Wikipedia’s Web 2.0 Totalitarian Universe

By Kurt Nimmo
Dec. 10, 2007

Responding to a New York Times Magazine article where Wikipedia founder Jimmy “Jimbo” Wales declared some “people are idiots and shouldn’t be writing,” so long as Wikipedia and its fawnish minions make the call, Cade Metz, writing for the Register, states the obvious: “Despite its popular reputation as a Web 2.0 wonderland, Wikipedia is not a democracy. But the totalitarian attitudes of the site’s ruling clique go much further than Jimbo cares to acknowledge.”

Metz writes:
In early September, the Wikipedia inner circle banned edits from 1,000 homes and one massive online retailer in an attempt to suppress the voice of one man.

His name is Judd Bagley, and when the ban came down, he hadn’t edited Wikipedia in over a year. He was merely writing about the site, from his own domain. The Wikipedia elite blacklisted Judd Bagley because he accused them of using their powers to hijack reality.
Mr. Bagley may have rubbed tin horn dictator Wales wrong and thus his unceremonious detour to the Wikipedia memory hole. However, Wikipedia is notorious for scrubbing other entries, and not simply because a precious ego or two gets chaffed. Political correctness figures into the equation as well.

As Paul Joseph Watson noted in September, “websites such as MySpace, Wikipedia and Digg pose as virtuous online information democracies yet are bossed by bias censors and patrolled by organized armies of trolls whose sole purpose is to discredit and delete controversial information by launching unsubstantiated ad hominem attacks on the credibility of its source or its very right to be discussed (Wikipedia trolls deleted a list of Republican sex scandals, among a host of other manifestly provable controversies).”

In addition, as Watson notes, the sites are crawling with government disinfo agents:
They are also wide open to abuse from nefarious government agencies and corporations seeking to “memory hole” sensitive information from the web, as was documented by the WikiScanner scandal. In this climate, a media watchdog like Prison Planet should be welcomed, not shunned, censored and blocked off by MySpace filtering software.
Indeed, “memory hole” is an apt characterization, for Wikipedia, not unlike Winston Smith in Orwell’s famous dystopian novel 1984, shuffles the politically inconvenient to the incinerator, not one of roaring flames but rather bytes and bits overwritten on its massive database.

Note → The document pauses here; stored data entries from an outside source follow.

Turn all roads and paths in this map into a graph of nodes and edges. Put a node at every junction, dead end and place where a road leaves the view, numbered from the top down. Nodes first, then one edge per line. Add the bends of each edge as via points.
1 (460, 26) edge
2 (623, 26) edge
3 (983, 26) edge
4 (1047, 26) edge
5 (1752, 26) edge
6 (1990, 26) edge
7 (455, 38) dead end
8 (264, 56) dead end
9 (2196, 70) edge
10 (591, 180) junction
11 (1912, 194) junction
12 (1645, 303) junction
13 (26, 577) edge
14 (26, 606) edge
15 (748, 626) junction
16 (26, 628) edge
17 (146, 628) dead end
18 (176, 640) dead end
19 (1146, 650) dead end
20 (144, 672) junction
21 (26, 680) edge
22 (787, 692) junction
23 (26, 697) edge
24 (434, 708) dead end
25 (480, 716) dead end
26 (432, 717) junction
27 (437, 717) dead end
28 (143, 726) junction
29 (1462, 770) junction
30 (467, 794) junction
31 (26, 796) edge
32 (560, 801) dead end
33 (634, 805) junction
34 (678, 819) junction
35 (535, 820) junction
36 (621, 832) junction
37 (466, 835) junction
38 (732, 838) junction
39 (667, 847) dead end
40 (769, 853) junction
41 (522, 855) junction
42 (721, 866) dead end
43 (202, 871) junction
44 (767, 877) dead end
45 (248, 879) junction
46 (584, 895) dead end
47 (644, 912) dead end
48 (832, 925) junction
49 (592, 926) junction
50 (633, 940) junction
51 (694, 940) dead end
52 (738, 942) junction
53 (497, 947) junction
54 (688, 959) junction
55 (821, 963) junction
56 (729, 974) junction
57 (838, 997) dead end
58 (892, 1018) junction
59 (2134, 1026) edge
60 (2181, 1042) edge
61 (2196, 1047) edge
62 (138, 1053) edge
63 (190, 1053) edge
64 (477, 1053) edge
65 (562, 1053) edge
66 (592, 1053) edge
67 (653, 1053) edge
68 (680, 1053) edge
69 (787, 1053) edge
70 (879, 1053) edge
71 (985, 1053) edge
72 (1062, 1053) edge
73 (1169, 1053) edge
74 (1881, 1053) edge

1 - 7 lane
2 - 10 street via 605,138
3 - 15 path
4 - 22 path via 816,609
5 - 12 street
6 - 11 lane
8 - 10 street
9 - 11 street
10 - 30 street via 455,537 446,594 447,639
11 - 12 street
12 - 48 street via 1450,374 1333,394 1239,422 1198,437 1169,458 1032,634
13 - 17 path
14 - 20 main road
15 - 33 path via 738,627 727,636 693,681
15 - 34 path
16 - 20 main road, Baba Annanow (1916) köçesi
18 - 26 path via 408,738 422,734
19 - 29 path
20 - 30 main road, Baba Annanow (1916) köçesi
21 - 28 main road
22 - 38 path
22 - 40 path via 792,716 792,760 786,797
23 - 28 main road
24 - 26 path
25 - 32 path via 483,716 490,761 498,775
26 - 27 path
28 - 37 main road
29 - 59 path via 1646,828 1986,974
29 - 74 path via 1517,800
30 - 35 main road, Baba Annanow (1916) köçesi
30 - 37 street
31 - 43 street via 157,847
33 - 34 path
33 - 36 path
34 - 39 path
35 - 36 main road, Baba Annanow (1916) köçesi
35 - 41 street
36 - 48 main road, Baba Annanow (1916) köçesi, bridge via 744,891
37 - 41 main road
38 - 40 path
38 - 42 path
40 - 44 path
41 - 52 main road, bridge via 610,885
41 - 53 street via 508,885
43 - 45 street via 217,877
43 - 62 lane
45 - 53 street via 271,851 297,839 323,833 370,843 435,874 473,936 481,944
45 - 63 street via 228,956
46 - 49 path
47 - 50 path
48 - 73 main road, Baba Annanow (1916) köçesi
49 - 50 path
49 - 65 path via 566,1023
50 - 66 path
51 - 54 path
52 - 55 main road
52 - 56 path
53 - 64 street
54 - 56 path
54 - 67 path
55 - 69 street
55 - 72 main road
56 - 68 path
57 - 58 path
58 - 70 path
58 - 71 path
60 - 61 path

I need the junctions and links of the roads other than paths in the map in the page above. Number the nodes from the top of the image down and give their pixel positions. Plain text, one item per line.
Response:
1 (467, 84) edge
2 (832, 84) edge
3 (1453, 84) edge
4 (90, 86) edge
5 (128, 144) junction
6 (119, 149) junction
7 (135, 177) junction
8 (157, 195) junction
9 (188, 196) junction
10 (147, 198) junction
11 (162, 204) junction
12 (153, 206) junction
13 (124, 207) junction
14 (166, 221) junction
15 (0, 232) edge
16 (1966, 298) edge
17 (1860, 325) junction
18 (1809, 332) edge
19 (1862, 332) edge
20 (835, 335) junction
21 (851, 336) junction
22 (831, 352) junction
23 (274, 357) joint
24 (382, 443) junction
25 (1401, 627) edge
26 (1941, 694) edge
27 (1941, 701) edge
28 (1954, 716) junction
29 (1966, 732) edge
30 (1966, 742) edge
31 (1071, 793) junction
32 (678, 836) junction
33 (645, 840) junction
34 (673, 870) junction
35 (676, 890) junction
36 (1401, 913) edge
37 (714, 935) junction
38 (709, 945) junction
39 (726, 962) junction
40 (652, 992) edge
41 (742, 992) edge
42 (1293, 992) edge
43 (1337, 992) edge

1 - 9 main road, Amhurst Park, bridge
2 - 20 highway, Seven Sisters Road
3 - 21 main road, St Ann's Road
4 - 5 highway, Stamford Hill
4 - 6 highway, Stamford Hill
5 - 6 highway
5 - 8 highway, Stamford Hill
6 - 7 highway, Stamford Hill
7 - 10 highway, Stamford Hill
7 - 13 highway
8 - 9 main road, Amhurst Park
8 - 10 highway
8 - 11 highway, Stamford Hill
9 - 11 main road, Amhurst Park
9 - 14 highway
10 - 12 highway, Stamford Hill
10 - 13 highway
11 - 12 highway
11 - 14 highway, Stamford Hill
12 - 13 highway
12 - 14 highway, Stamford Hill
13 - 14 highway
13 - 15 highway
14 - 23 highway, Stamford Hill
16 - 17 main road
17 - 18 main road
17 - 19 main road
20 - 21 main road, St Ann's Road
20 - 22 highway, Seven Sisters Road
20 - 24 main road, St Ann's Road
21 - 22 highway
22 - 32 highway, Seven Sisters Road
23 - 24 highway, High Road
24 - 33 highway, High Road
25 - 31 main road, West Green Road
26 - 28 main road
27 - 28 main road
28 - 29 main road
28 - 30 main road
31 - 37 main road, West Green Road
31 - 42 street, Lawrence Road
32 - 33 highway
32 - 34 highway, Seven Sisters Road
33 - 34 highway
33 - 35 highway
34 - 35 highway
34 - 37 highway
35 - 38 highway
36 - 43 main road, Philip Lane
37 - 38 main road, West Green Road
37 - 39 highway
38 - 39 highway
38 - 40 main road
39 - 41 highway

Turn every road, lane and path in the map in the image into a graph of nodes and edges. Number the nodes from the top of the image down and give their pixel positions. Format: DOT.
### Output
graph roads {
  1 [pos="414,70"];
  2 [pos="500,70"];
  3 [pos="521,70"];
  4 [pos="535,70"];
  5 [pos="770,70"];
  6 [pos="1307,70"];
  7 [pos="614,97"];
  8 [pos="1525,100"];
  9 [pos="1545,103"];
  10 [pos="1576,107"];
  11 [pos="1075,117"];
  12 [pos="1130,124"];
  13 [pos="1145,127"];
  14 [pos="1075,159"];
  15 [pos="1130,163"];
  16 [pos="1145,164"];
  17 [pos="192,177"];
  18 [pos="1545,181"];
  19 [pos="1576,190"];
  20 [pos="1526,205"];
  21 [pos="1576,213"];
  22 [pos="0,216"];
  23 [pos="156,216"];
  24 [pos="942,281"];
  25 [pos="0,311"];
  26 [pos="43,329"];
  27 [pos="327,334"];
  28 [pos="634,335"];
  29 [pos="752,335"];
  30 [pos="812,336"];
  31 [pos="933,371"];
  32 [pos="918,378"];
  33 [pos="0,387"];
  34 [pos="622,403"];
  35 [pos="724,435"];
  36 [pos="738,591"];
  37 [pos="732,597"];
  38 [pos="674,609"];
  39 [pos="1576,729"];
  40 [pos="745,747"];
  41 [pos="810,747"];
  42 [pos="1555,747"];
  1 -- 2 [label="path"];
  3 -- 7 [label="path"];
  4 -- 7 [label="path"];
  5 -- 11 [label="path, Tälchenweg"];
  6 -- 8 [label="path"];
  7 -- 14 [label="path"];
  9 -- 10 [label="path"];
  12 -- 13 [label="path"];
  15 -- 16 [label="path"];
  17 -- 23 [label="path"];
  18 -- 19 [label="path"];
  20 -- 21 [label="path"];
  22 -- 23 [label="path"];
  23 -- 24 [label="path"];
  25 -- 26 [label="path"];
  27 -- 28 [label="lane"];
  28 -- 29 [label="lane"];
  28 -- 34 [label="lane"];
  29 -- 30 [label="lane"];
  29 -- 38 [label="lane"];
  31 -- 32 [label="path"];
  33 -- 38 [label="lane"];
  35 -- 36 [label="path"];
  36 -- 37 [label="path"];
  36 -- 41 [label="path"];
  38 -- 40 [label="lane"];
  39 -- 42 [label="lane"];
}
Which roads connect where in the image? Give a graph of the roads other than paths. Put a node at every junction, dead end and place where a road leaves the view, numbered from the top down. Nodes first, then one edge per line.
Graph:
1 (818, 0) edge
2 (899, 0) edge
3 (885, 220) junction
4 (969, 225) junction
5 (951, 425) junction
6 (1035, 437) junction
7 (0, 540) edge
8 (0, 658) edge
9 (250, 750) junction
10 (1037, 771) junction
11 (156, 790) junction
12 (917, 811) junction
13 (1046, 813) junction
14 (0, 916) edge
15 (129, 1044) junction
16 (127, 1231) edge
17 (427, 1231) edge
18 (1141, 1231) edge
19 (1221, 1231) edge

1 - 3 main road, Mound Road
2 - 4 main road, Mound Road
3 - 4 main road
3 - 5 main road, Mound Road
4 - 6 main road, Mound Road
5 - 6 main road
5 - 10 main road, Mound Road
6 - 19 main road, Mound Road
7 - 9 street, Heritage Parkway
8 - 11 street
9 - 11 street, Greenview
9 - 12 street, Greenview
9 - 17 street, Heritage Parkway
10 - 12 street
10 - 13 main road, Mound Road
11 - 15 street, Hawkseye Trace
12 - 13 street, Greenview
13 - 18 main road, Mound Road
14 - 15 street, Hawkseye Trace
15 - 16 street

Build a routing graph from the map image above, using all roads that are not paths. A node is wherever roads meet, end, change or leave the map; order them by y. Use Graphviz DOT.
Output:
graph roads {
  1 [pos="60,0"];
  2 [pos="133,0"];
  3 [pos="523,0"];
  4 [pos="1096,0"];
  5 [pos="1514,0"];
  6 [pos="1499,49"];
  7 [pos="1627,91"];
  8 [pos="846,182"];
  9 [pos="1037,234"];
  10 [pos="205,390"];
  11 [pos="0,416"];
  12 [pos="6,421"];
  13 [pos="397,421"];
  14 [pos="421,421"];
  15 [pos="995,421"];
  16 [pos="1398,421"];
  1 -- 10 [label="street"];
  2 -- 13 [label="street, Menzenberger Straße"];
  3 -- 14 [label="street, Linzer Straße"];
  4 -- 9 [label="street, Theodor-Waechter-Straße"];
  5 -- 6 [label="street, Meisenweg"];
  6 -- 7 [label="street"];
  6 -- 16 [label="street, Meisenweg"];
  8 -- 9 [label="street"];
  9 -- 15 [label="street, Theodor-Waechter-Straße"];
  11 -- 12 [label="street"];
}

As documented by the UK Independent last August, Wikipedia allows “thousands of self-serving edits” and deletions. “Some of the guilty parties identified by [Virgil Griffith’s Wikiscanner project]” include the British “Labor Party, the CIA, Republican Party and the Church of Scientology,” among others, including ExxonMobil, Dow Chemical, Diebold, Boeing, the FBI, the Israeli government, the National Rifle Association, and even the Discovery Channel.

In addition to corporate and governmental monkey wrenching, Wikipedia has a hand in making sure the entries on its site reflect reality as viewed by Wales and the “community.” For instance, last July, Jimbo admitted as much during a Q & A at the Commonwealth Club in San Francisco. “The audience at the Commonwealth Club were far more interested in the politics of Wikipedia rather than the inner workings of search engines. How accurate are Wikipedia's posts? How does Wikipedia plan to approach censorship in China? How does Wikipedia intend to maintain neutrality of information in the face of the 2008 elections? How do you deal with paid PR firms and copyright issues?” writes Lorna Li for bub.blicio.us.
Jimbo's answers were pretty much what you'd expect from a founder of a behemoth Wiki empire. At the end of the day, it all goes back to trust in the all-powerful Community — its ability to police itself, identify and eliminate pirated content, regulate neutrality and maintain accuracy of information.
Ms. Li should have added: at the end of the day, it also includes the political bias of the controllers, who they are inclined to please, or even who they take orders from, not that there is sufficient evidence Wales and Wikipedia are a wholly owned government intelligence op.